== TASK TO CARRY OUT ==
A single count is required: the lines of the data below in which the word "Humberto" occurs.

== DATASET ==
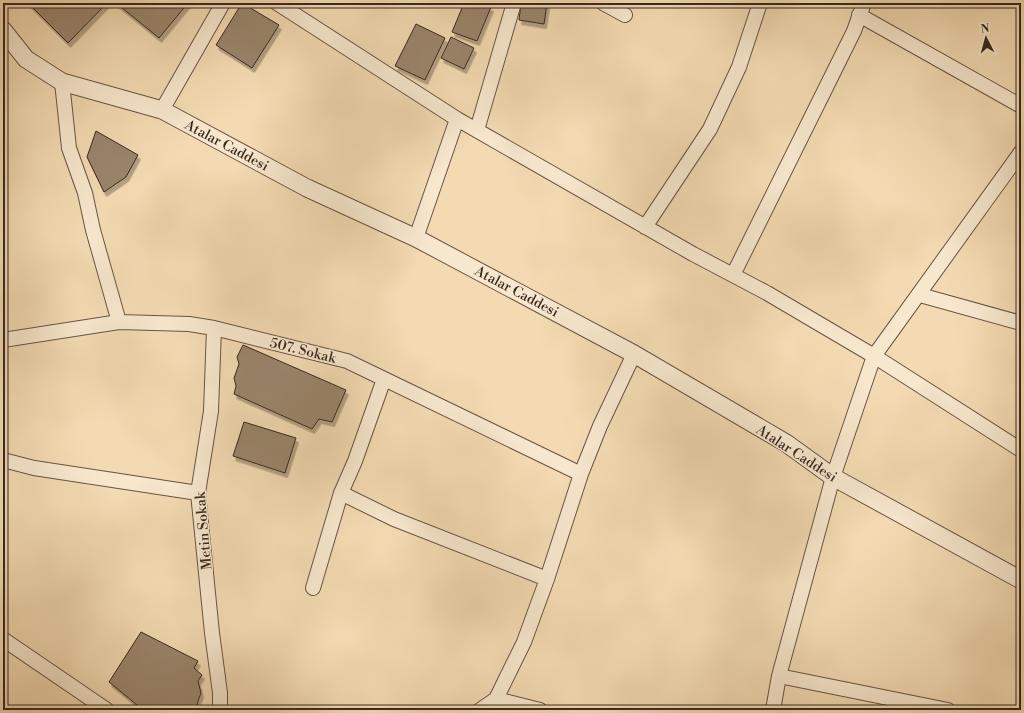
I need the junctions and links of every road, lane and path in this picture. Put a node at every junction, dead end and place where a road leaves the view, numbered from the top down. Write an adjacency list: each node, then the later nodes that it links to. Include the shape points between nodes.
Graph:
1 (223, 3): 11 (street)
2 (277, 3): 12 (street)
3 (514, 3): 13 (street)
4 (603, 3): 7 (street)
5 (760, 3): 15 (street, via 739,68 710,129)
6 (862, 9): 10 (street); 17 (street)
7 (625, 15)
8 (3, 30): 9 (street, Atalar Caddesi, via 26,59)
9 (62, 82): 11 (street, Atalar Caddesi); 19 (street, via 69,148 85,194)
10 (1021, 106)
11 (162, 110): 16 (street, Atalar Caddesi, via 307,188)
12 (457, 119): 13 (street); 16 (street)
13 (477, 130): 15 (street)
14 (1021, 152): 18 (street)
15 (646, 227): 17 (street)
16 (416, 238): 23 (street, Atalar Caddesi)
17 (733, 275): 24 (street)
18 (920, 295): 20 (street); 24 (street)
19 (119, 322): 21 (street, 507. Sokak, via 189,324); 22 (street, 507. Sokak)
20 (1021, 322)
21 (214, 328): 25 (street, 507. Sokak, via 347,361); 30 (street, Metin Sokak, via 211,411)
22 (3, 340)
23 (634, 354): 28 (street, via 600,426); 29 (street, Atalar Caddesi, via 786,443)
24 (874, 356): 26 (street); 29 (street)
25 (384, 379): 28 (street, 507. Sokak); 31 (street)
26 (1021, 450)
27 (3, 460): 30 (street, via 34,468)
28 (581, 474): 32 (street)
29 (833, 477): 33 (street, Atalar Caddesi); 36 (street)
30 (198, 493): 39 (street, Metin Sokak)
31 (341, 493): 32 (street, via 394,519); 34 (street)
32 (548, 580): 37 (street, via 524,642)
33 (1021, 580)
34 (313, 588)
35 (3, 639): 38 (street)
36 (779, 676): 42 (street); 43 (street)
37 (496, 699): 40 (street); 41 (street)
38 (107, 710)
39 (220, 710)
40 (480, 710)
41 (540, 710)
42 (773, 710)
43 (948, 710)

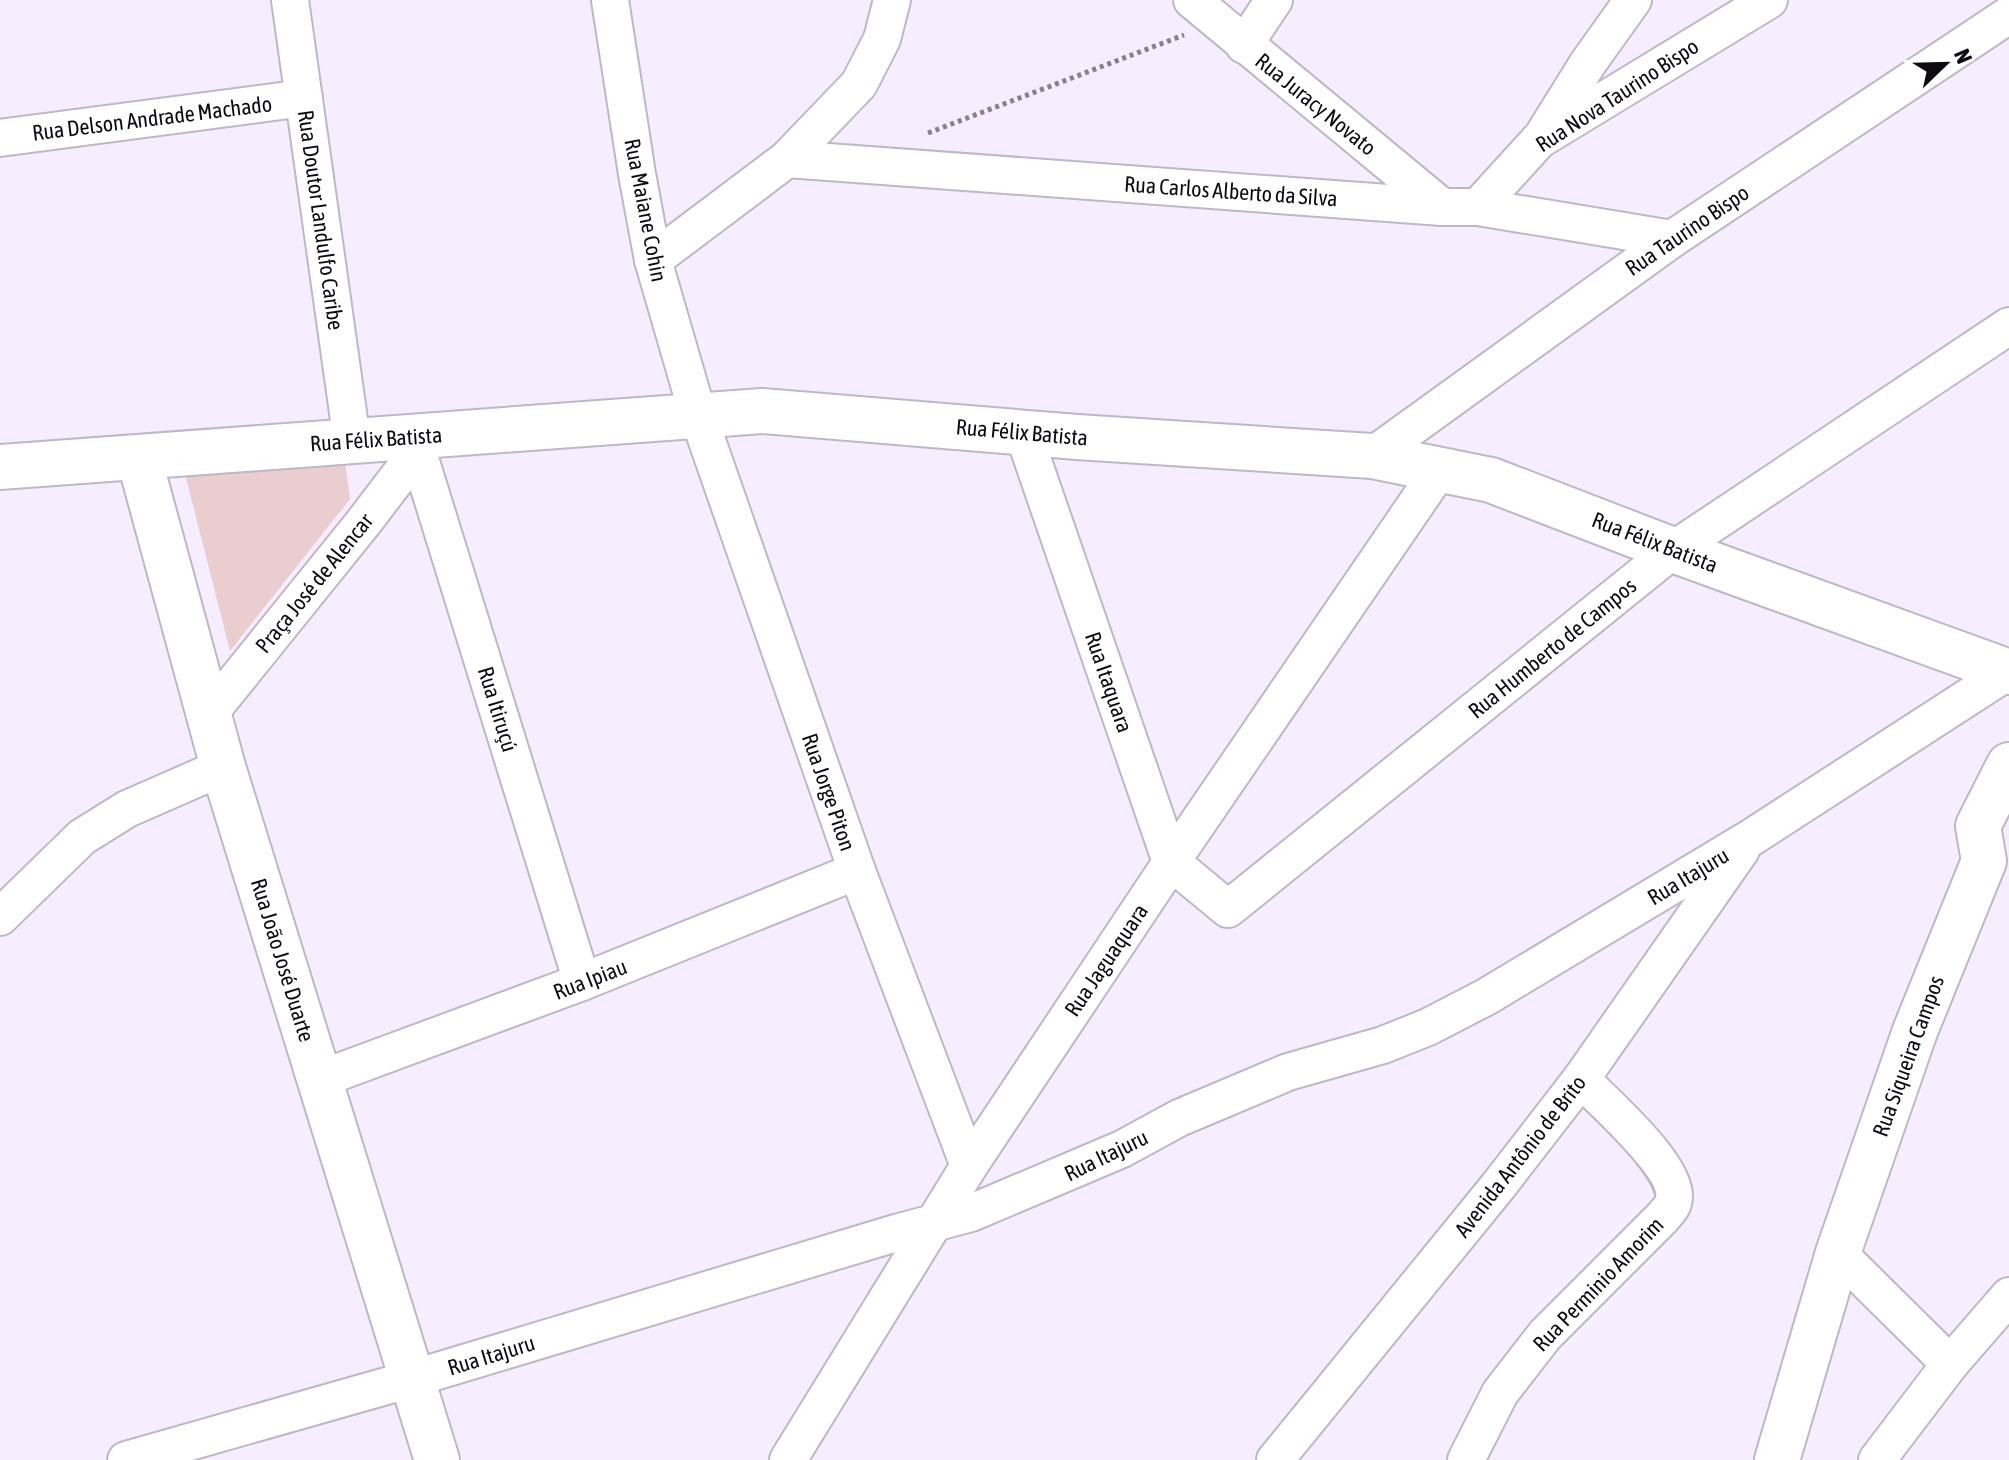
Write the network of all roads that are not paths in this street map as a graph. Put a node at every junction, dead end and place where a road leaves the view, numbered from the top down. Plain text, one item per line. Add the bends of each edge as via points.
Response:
1 (290, 0) edge
2 (610, 0) edge
3 (892, 0) edge
4 (1274, 0) edge
5 (1633, 0) edge
6 (1769, 0) edge
7 (2009, 15) edge
8 (1218, 22) edge
9 (304, 98) junction
10 (0, 138) edge
11 (1539, 140) junction
12 (787, 159) junction
13 (1442, 207) junction
14 (1478, 207) junction
15 (1672, 239) junction
16 (653, 260) junction
17 (2009, 326) edge
18 (698, 415) junction
19 (1023, 432) junction
20 (352, 441) junction
21 (415, 444) junction
22 (1372, 456) junction
23 (139, 458) junction
24 (0, 467) edge
25 (1440, 469) junction
26 (1673, 550) junction
27 (2008, 672) edge
28 (208, 715) junction
29 (2009, 765) edge
30 (223, 767) junction
31 (1749, 839) junction
32 (1997, 852) edge
33 (1171, 862) junction
34 (857, 871) junction
35 (0, 917) edge
36 (582, 982) junction
37 (320, 1079) junction
38 (1581, 1079) junction
39 (969, 1166) junction
40 (934, 1223) junction
41 (1838, 1253) junction
42 (2009, 1296) edge
43 (1950, 1364) junction
44 (411, 1379) junction
45 (126, 1460) edge
46 (437, 1460) edge
47 (788, 1460) edge
48 (1275, 1460) edge
49 (1466, 1460) edge
50 (1777, 1460) edge
51 (1877, 1460) edge

1 - 9 street, Rua Doutor Landulfo Caribe
2 - 16 street, Rua Maiane Cohin
3 - 12 street via 882,39 859,84
4 - 8 street
5 - 11 street
6 - 11 street, Rua Nova Taurino Bispo
7 - 15 street, Rua Taurino Bispo
8 - 13 street, Rua Juracy Novato
9 - 10 street, Rua Delson Andrade Machado
9 - 20 street, Rua Doutor Landulfo Caribe
11 - 14 street, Rua Nova Taurino Bispo
12 - 13 street, Rua Carlos Alberto da Silva
12 - 16 street
13 - 14 street, Rua Carlos Alberto da Silva
14 - 15 street, Rua Carlos Alberto da Silva
15 - 22 street, Rua Taurino Bispo
16 - 18 street, Rua Maiane Cohin
17 - 26 street, Rua Humberto de Campos
18 - 19 street, Rua Félix Batista via 762,411
18 - 21 street, Rua Félix Batista
18 - 34 street, Rua Jorge Piton
19 - 22 street, Rua Félix Batista
19 - 33 street, Rua Itaquara
20 - 21 street, Rua Félix Batista
20 - 23 street, Rua Félix Batista
21 - 28 street, Praça José de Alencar via 363,523
21 - 36 street, Rua Itiruçú
22 - 25 street, Rua Félix Batista
23 - 24 street, Rua Félix Batista
23 - 28 street, Rua João José Duarte
25 - 26 street, Rua Félix Batista via 1491,480
25 - 33 street, Rua Jaguaquara
26 - 27 street, Rua Félix Batista
26 - 33 street, Rua Humberto de Campos via 1228,909
27 - 31 street, Rua Itajuru
28 - 30 street, Rua João José Duarte
29 - 32 street, Rua Siqueira Campos via 1978,826
30 - 35 street via 127,809 82,837
30 - 37 street, Rua João José Duarte
31 - 38 street, Avenida Antônio de Brito
31 - 40 street, Rua Itajuru via 1428,1027 1288,1072 1058,1178
32 - 41 street, Rua Siqueira Campos via 1915,1031
33 - 39 street, Rua Jaguaquara
34 - 36 street, Rua Ipiau
34 - 39 street, Rua Jorge Piton
36 - 37 street, Rua Ipiau
37 - 44 street, Rua João José Duarte
38 - 48 street, Avenida Antônio de Brito
38 - 49 street, Rua Perminio Amorim via 1663,1164 1674,1185 1674,1203 1545,1335 1500,1393
39 - 40 street, Rua Jaguaquara
40 - 44 street, Rua Itajuru
40 - 47 street, Rua Jaguaquara
41 - 43 street
41 - 50 street, Rua Siqueira Campos
42 - 43 street
43 - 51 street
44 - 45 street, Rua Itajuru
44 - 46 street, Rua João José Duarte

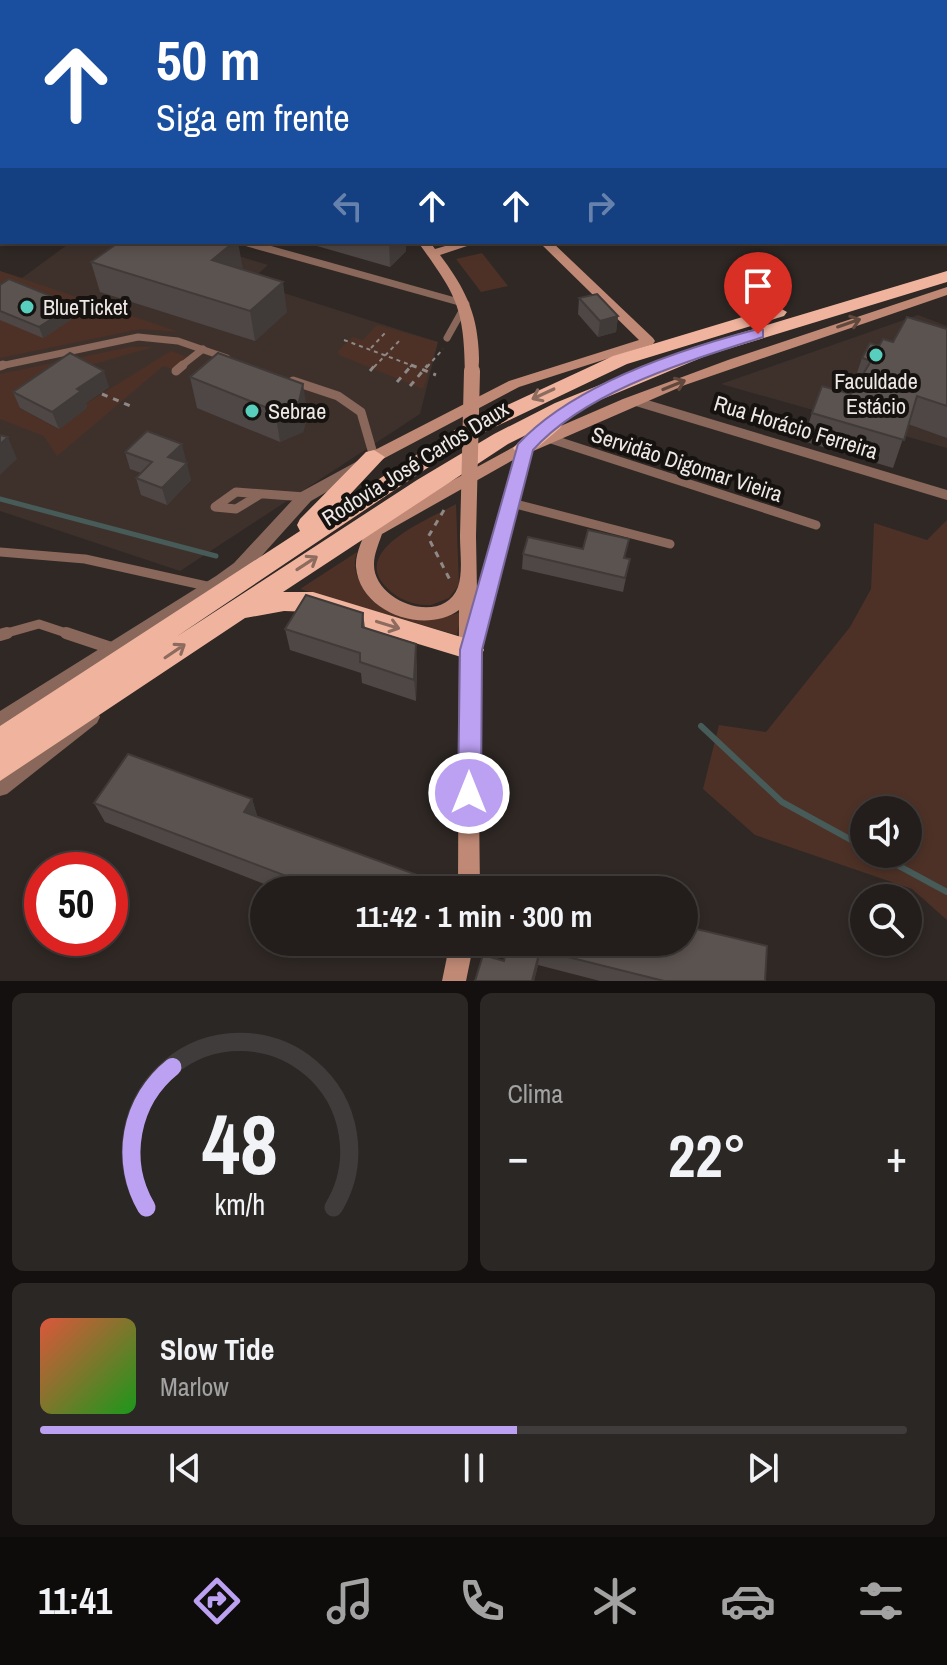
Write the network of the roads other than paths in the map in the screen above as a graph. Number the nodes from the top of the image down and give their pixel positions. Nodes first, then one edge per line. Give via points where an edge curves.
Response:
1 (251, 244) edge
2 (455, 244) edge
3 (547, 244) edge
4 (428, 247) edge
5 (947, 261) edge
6 (947, 276) edge
7 (947, 291) edge
8 (466, 304) junction
9 (720, 328) junction
10 (447, 338) dead end
11 (648, 341) junction
12 (203, 349) junction
13 (219, 355) junction
14 (209, 362) edge
15 (241, 363) edge
16 (0, 366) edge
17 (176, 371) dead end
18 (283, 377) edge
19 (605, 390) junction
20 (634, 401) junction
21 (548, 438) junction
22 (524, 448) junction
23 (374, 457) junction
24 (259, 495) dead end
25 (944, 495) dead end
26 (305, 497) junction
27 (508, 502) junction
28 (816, 525) dead end
29 (375, 530) junction
30 (337, 544) junction
31 (670, 544) dead end
32 (0, 552) edge
33 (271, 563) junction
34 (467, 586) junction
35 (211, 587) junction
36 (231, 613) junction
37 (0, 635) edge
38 (111, 648) junction
39 (471, 650) junction
40 (120, 689) junction
41 (3, 716) edge
42 (0, 741) edge
43 (0, 768) edge
44 (0, 787) edge
45 (469, 876) edge
46 (459, 956) edge
47 (454, 981) edge

1 - 8 lane
2 - 4 main road
3 - 11 main road
4 - 8 main road
5 - 9 highway, Rodovia José Carlos Daux
6 - 19 highway, Rodovia José Carlos Daux via 701,351
20 -> 7 main road
8 - 10 lane
8 - 34 main road, bridge via 473,346
9 - 11 highway
9 -> 33 highway, Rodovia José Carlos Daux via 620,360 497,416
11 - 23 main road via 514,384
12 - 13 lane
12 - 16 lane via 138,337
12 - 17 lane
13 - 14 lane
13 - 15 lane
18 - 23 lane via 338,396 361,412
19 - 22 highway via 538,433
19 - 30 highway, Rodovia José Carlos Daux via 457,464
20 - 21 main road
20 - 25 street, Rua Horácio Ferreira
21 - 22 main road
21 - 28 lane, Servidão Digomar Vieira
22 - 27 main road
22 - 29 main road
23 - 26 street
23 - 33 highway
24 - 26 lane
26 - 35 street via 240,568
27 - 31 lane
27 - 39 main road
29 - 30 highway
29 - 34 main road via 365,569 369,583 393,605 436,612 457,603
36 -> 30 highway, Rodovia José Carlos Daux
32 - 35 lane via 85,559
33 - 42 highway, Rodovia José Carlos Daux
34 - 39 main road
35 - 38 street
36 -> 39 highway via 284,601 313,602
40 -> 36 highway, Rodovia José Carlos Daux
37 - 38 lane via 39,624
38 - 41 street
39 - 45 main road
40 - 43 highway, Rodovia José Carlos Daux
40 - 44 street via 75,731
46 - 47 main road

== WRITTEN REPLY ==
2